## Exercise prompt
An exact copy of the data is required; the images should not appear in it.

## Source data
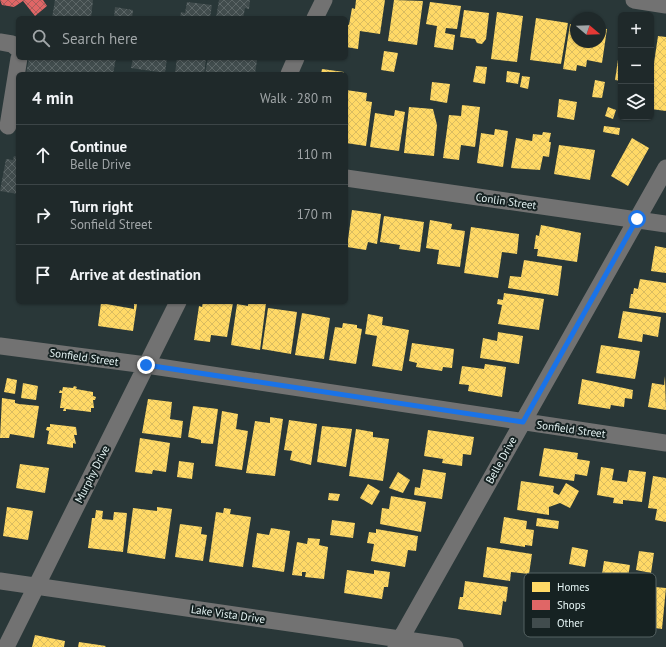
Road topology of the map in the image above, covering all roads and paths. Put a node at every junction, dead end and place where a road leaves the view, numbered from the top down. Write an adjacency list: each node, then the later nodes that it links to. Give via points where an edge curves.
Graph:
1 (324, 0): 4 (street)
2 (634, 0): 3 (street)
3 (666, 5)
4 (316, 16)
5 (0, 42): 6 (street)
6 (16, 47)
7 (19, 60): 9 (street)
8 (295, 60): 10 (street)
9 (17, 72)
10 (290, 72)
11 (16, 78): 12 (street)
12 (9, 126)
13 (666, 168): 15 (street, Belle Drive)
14 (348, 178): 15 (street, Conlin Street)
15 (637, 219): 16 (street, Conlin Street); 20 (street, Belle Drive)
16 (666, 224)
17 (177, 304): 19 (street, Murphy Drive)
18 (0, 346): 19 (street, Sonfield Street)
19 (146, 365): 20 (street, Sonfield Street); 23 (street, Murphy Drive)
20 (523, 422): 21 (street, Sonfield Street); 24 (street, Belle Drive)
21 (666, 443)
22 (0, 581): 23 (street, Lake Vista Drive)
23 (36, 586): 24 (street, Lake Vista Drive); 25 (street, Murphy Drive)
24 (398, 643): 26 (street, Lake Vista Drive)
25 (6, 647)
26 (455, 647)

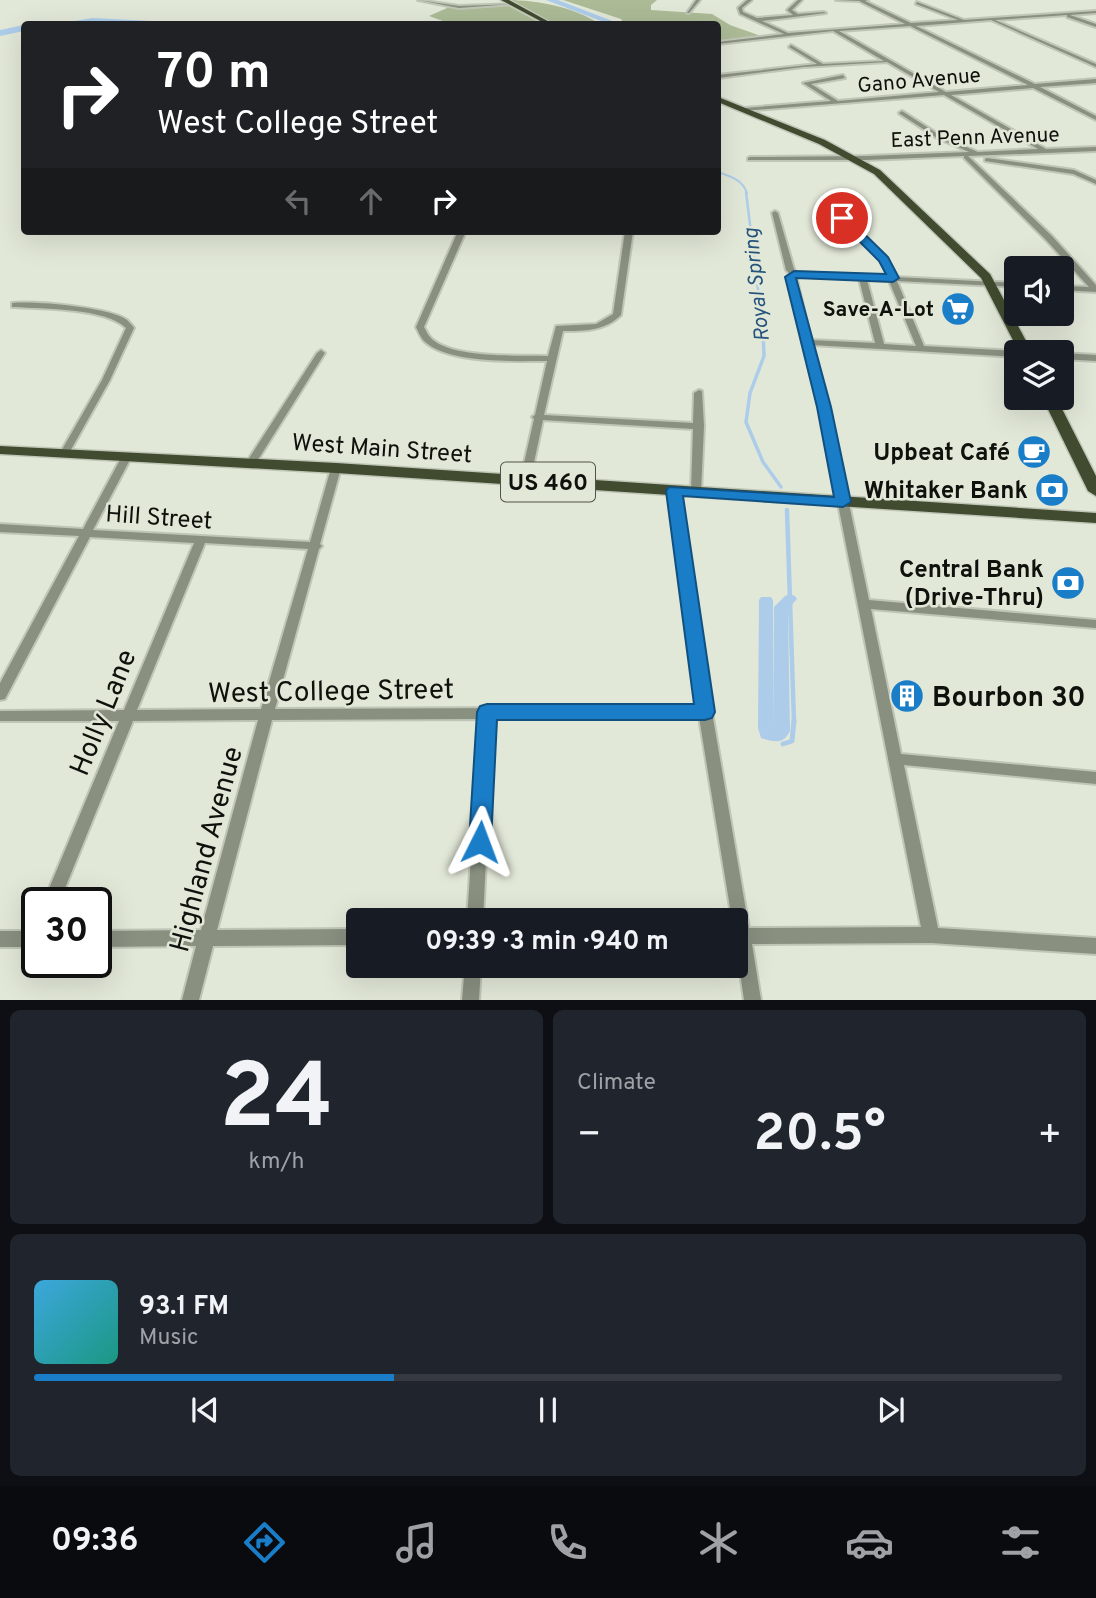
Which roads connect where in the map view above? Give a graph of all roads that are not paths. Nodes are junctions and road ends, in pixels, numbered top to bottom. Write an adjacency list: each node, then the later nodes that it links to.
1 (420, 0): 10 (street)
2 (426, 0): 10 (street)
3 (698, 0): 12 (street)
4 (800, 0): 16 (street)
5 (838, 0): 9 (street)
6 (873, 0): 9 (street)
7 (740, 1): 8 (street)
8 (749, 1): 18 (street)
9 (861, 1): 21 (street)
10 (508, 2): 19 (main road)
11 (917, 3): 20 (street)
12 (688, 12)
13 (1096, 12): 15 (street)
14 (824, 13): 16 (street)
15 (1066, 14): 17 (street); 22 (street)
16 (797, 16): 18 (street)
17 (990, 19): 20 (street); 29 (street)
18 (754, 20): 24 (street)
19 (544, 21)
20 (965, 21): 21 (street)
21 (911, 25): 23 (street); 33 (street)
22 (1096, 26)
23 (833, 30): 24 (street); 27 (street)
24 (788, 34): 25 (street)
25 (721, 43)
26 (791, 46): 28 (street)
27 (887, 61): 28 (street); 34 (street)
28 (821, 64): 30 (street)
29 (1096, 66)
30 (721, 77)
31 (843, 77): 36 (street)
32 (1096, 81): 33 (street, Gano Avenue)
33 (1033, 86): 34 (street, Gano Avenue); 39 (street)
34 (945, 93): 36 (street, Gano Avenue); 41 (street)
35 (721, 100): 37 (main road)
36 (836, 102): 37 (street, Gano Avenue)
37 (745, 110): 45 (main road)
38 (902, 113): 42 (street)
39 (1096, 118)
40 (1096, 149): 41 (street, East Penn Avenue)
41 (1047, 152): 42 (street, East Penn Avenue)
42 (978, 154): 43 (street, East Penn Avenue)
43 (952, 155): 44 (street); 45 (street, East Penn Avenue)
44 (966, 157): 47 (street); 60 (street)
45 (855, 158): 46 (street, East Penn Avenue); 57 (main road)
46 (750, 159)
47 (1083, 174): 48 (street); 49 (street)
48 (1096, 176)
49 (1096, 182)
50 (775, 213): 54 (street)
51 (842, 218): 56 (street)
52 (461, 235): 70 (street)
53 (628, 235): 70 (street)
54 (794, 274): 55 (street); 63 (street)
55 (862, 277): 56 (street); 64 (street)
56 (893, 278): 57 (street); 65 (street)
57 (992, 284): 58 (street); 62 (main road)
58 (1004, 284)
59 (1074, 289): 60 (street)
60 (1096, 290)
61 (15, 305): 76 (street)
62 (1020, 340)
63 (808, 342): 64 (street); 85 (street)
64 (880, 346): 65 (street)
65 (921, 348): 67 (street)
66 (321, 353): 78 (street)
67 (1004, 353)
68 (1074, 357): 69 (street)
69 (1096, 358)
70 (551, 359): 73 (street)
71 (699, 393): 74 (street)
72 (1056, 410): 80 (main road)
73 (537, 417): 74 (street); 81 (street)
74 (699, 426): 84 (street)
75 (0, 450): 76 (main road, West Main Street / US 460)
76 (65, 453): 77 (main road, West Main Street / US 460)
77 (127, 456): 78 (main road, West Main Street / US 460); 88 (street)
78 (251, 463): 79 (main road, West Main Street / US 460)
79 (336, 468): 81 (main road, West Main Street / US 460); 90 (street, Highland Avenue)
80 (1092, 476): 83 (main road)
81 (525, 481): 82 (main road, West Main Street / US 460)
82 (674, 491): 84 (main road, West Main Street / US 460); 95 (street)
83 (1096, 491)
84 (696, 492): 85 (main road, West Main Street / US 460)
85 (843, 502): 86 (main road, West Main Street / US 460); 91 (street)
86 (1096, 518)
87 (0, 528): 88 (street, Hill Street)
88 (86, 534): 89 (street, Hill Street); 93 (street)
89 (200, 541): 90 (street, Hill Street); 97 (street, Holly Lane)
90 (316, 546): 98 (street, Highland Avenue)
91 (864, 604): 92 (street); 99 (street)
92 (1096, 624)
93 (0, 695)
94 (487, 712): 95 (street, West College Street); 98 (street, West College Street); 102 (street)
95 (705, 712): 103 (street)
96 (0, 716): 97 (street, West College Street)
97 (130, 716): 98 (street, West College Street); 101 (street, Holly Lane)
98 (266, 716): 108 (street, Highland Avenue)
99 (896, 760): 100 (street); 104 (street)
100 (1096, 778)
101 (58, 887)
102 (476, 908)
103 (736, 908)
104 (931, 935): 105 (street); 111 (street)
105 (748, 936)
106 (346, 937): 108 (street)
107 (21, 938): 109 (street)
108 (207, 938): 110 (street); 114 (street, Highland Avenue)
109 (0, 939)
110 (112, 939)
111 (1096, 946)
112 (748, 975): 116 (street)
113 (472, 978): 115 (street)
114 (190, 999)
115 (470, 999)
116 (753, 999)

## Result of this task
Road topology of the map in the image above, covering all roads and paths. Put a node at every junction, dead end and place where a road leaves the view, numbered from the top down. Write an adjacency list: each node, then the later nodes that it links to. Give via points where an edge curves.
Graph:
1 (324, 0): 4 (street)
2 (634, 0): 3 (street)
3 (666, 5)
4 (316, 16)
5 (0, 42): 6 (street)
6 (16, 47)
7 (19, 60): 9 (street)
8 (295, 60): 10 (street)
9 (17, 72)
10 (290, 72)
11 (16, 78): 12 (street)
12 (9, 126)
13 (666, 168): 15 (street, Belle Drive)
14 (348, 178): 15 (street, Conlin Street)
15 (637, 219): 16 (street, Conlin Street); 20 (street, Belle Drive)
16 (666, 224)
17 (177, 304): 19 (street, Murphy Drive)
18 (0, 346): 19 (street, Sonfield Street)
19 (146, 365): 20 (street, Sonfield Street); 23 (street, Murphy Drive)
20 (523, 422): 21 (street, Sonfield Street); 24 (street, Belle Drive)
21 (666, 443)
22 (0, 581): 23 (street, Lake Vista Drive)
23 (36, 586): 24 (street, Lake Vista Drive); 25 (street, Murphy Drive)
24 (398, 643): 26 (street, Lake Vista Drive)
25 (6, 647)
26 (455, 647)

Which roads connect where in the map view above? Give a graph of all roads that are not paths. Nodes are junctions and road ends, in pixels, numbered top to bottom. Write an adjacency list: each node, then the later nodes that it links to.
1 (420, 0): 10 (street)
2 (426, 0): 10 (street)
3 (698, 0): 12 (street)
4 (800, 0): 16 (street)
5 (838, 0): 9 (street)
6 (873, 0): 9 (street)
7 (740, 1): 8 (street)
8 (749, 1): 18 (street)
9 (861, 1): 21 (street)
10 (508, 2): 19 (main road)
11 (917, 3): 20 (street)
12 (688, 12)
13 (1096, 12): 15 (street)
14 (824, 13): 16 (street)
15 (1066, 14): 17 (street); 22 (street)
16 (797, 16): 18 (street)
17 (990, 19): 20 (street); 29 (street)
18 (754, 20): 24 (street)
19 (544, 21)
20 (965, 21): 21 (street)
21 (911, 25): 23 (street); 33 (street)
22 (1096, 26)
23 (833, 30): 24 (street); 27 (street)
24 (788, 34): 25 (street)
25 (721, 43)
26 (791, 46): 28 (street)
27 (887, 61): 28 (street); 34 (street)
28 (821, 64): 30 (street)
29 (1096, 66)
30 (721, 77)
31 (843, 77): 36 (street)
32 (1096, 81): 33 (street, Gano Avenue)
33 (1033, 86): 34 (street, Gano Avenue); 39 (street)
34 (945, 93): 36 (street, Gano Avenue); 41 (street)
35 (721, 100): 37 (main road)
36 (836, 102): 37 (street, Gano Avenue)
37 (745, 110): 45 (main road)
38 (902, 113): 42 (street)
39 (1096, 118)
40 (1096, 149): 41 (street, East Penn Avenue)
41 (1047, 152): 42 (street, East Penn Avenue)
42 (978, 154): 43 (street, East Penn Avenue)
43 (952, 155): 44 (street); 45 (street, East Penn Avenue)
44 (966, 157): 47 (street); 60 (street)
45 (855, 158): 46 (street, East Penn Avenue); 57 (main road)
46 (750, 159)
47 (1083, 174): 48 (street); 49 (street)
48 (1096, 176)
49 (1096, 182)
50 (775, 213): 54 (street)
51 (842, 218): 56 (street)
52 (461, 235): 70 (street)
53 (628, 235): 70 (street)
54 (794, 274): 55 (street); 63 (street)
55 (862, 277): 56 (street); 64 (street)
56 (893, 278): 57 (street); 65 (street)
57 (992, 284): 58 (street); 62 (main road)
58 (1004, 284)
59 (1074, 289): 60 (street)
60 (1096, 290)
61 (15, 305): 76 (street)
62 (1020, 340)
63 (808, 342): 64 (street); 85 (street)
64 (880, 346): 65 (street)
65 (921, 348): 67 (street)
66 (321, 353): 78 (street)
67 (1004, 353)
68 (1074, 357): 69 (street)
69 (1096, 358)
70 (551, 359): 73 (street)
71 (699, 393): 74 (street)
72 (1056, 410): 80 (main road)
73 (537, 417): 74 (street); 81 (street)
74 (699, 426): 84 (street)
75 (0, 450): 76 (main road, West Main Street / US 460)
76 (65, 453): 77 (main road, West Main Street / US 460)
77 (127, 456): 78 (main road, West Main Street / US 460); 88 (street)
78 (251, 463): 79 (main road, West Main Street / US 460)
79 (336, 468): 81 (main road, West Main Street / US 460); 90 (street, Highland Avenue)
80 (1092, 476): 83 (main road)
81 (525, 481): 82 (main road, West Main Street / US 460)
82 (674, 491): 84 (main road, West Main Street / US 460); 95 (street)
83 (1096, 491)
84 (696, 492): 85 (main road, West Main Street / US 460)
85 (843, 502): 86 (main road, West Main Street / US 460); 91 (street)
86 (1096, 518)
87 (0, 528): 88 (street, Hill Street)
88 (86, 534): 89 (street, Hill Street); 93 (street)
89 (200, 541): 90 (street, Hill Street); 97 (street, Holly Lane)
90 (316, 546): 98 (street, Highland Avenue)
91 (864, 604): 92 (street); 99 (street)
92 (1096, 624)
93 (0, 695)
94 (487, 712): 95 (street, West College Street); 98 (street, West College Street); 102 (street)
95 (705, 712): 103 (street)
96 (0, 716): 97 (street, West College Street)
97 (130, 716): 98 (street, West College Street); 101 (street, Holly Lane)
98 (266, 716): 108 (street, Highland Avenue)
99 (896, 760): 100 (street); 104 (street)
100 (1096, 778)
101 (58, 887)
102 (476, 908)
103 (736, 908)
104 (931, 935): 105 (street); 111 (street)
105 (748, 936)
106 (346, 937): 108 (street)
107 (21, 938): 109 (street)
108 (207, 938): 110 (street); 114 (street, Highland Avenue)
109 (0, 939)
110 (112, 939)
111 (1096, 946)
112 (748, 975): 116 (street)
113 (472, 978): 115 (street)
114 (190, 999)
115 (470, 999)
116 (753, 999)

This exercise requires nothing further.